▸ **Task to carry out**:
Using the listing below, show all lines that hold the word "numbered".

▸ **Data to use**:
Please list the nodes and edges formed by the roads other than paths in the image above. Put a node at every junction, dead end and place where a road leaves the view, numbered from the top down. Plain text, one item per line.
---
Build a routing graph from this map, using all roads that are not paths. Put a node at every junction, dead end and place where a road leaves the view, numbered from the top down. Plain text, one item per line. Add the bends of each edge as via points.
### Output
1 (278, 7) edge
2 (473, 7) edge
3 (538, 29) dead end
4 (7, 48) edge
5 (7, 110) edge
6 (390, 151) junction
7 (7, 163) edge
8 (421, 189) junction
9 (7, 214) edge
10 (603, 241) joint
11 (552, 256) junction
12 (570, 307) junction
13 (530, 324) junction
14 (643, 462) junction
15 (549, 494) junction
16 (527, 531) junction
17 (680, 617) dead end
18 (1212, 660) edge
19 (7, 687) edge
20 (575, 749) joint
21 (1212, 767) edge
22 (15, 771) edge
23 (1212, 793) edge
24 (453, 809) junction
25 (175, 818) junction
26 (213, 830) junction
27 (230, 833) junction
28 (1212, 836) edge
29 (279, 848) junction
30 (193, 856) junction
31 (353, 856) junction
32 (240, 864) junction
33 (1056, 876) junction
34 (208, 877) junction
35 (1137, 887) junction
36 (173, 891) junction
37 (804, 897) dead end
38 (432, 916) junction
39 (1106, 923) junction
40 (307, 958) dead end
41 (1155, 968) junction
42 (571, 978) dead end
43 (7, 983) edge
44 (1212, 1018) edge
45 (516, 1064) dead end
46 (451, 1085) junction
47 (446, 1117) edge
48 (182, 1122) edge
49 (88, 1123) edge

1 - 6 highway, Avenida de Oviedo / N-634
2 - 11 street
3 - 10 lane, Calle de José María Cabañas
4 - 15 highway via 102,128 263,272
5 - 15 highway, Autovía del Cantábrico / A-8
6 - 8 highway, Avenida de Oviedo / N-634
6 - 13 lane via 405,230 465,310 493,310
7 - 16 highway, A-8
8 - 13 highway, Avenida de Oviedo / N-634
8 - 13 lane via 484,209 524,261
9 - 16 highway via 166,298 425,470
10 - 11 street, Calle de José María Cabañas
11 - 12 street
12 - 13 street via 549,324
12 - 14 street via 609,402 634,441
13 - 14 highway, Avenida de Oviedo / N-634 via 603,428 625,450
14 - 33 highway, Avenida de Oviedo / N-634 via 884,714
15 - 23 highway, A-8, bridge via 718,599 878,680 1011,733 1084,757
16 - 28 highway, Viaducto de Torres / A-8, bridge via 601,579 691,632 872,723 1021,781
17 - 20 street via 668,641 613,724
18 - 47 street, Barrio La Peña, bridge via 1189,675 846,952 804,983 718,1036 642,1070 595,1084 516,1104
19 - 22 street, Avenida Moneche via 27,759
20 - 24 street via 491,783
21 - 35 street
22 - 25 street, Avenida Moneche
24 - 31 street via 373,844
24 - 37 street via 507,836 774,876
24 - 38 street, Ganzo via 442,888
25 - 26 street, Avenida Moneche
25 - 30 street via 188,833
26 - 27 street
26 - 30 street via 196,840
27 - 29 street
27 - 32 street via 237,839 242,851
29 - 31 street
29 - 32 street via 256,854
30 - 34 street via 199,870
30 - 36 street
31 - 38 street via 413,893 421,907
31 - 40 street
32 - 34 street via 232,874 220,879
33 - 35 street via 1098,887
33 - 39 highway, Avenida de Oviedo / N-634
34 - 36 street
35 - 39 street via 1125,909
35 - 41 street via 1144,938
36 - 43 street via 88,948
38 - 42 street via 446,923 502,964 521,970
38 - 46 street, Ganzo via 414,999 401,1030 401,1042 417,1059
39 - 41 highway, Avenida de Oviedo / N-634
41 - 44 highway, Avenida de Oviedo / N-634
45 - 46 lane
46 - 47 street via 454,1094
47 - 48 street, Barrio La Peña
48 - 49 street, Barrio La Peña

▸ **Response**:
Please list the nodes and edges formed by the roads other than paths in the image above. Put a node at every junction, dead end and place where a road leaves the view, numbered from the top down. Plain text, one item per line.
Build a routing graph from this map, using all roads that are not paths. Put a node at every junction, dead end and place where a road leaves the view, numbered from the top down. Plain text, one item per line. Add the bends of each edge as via points.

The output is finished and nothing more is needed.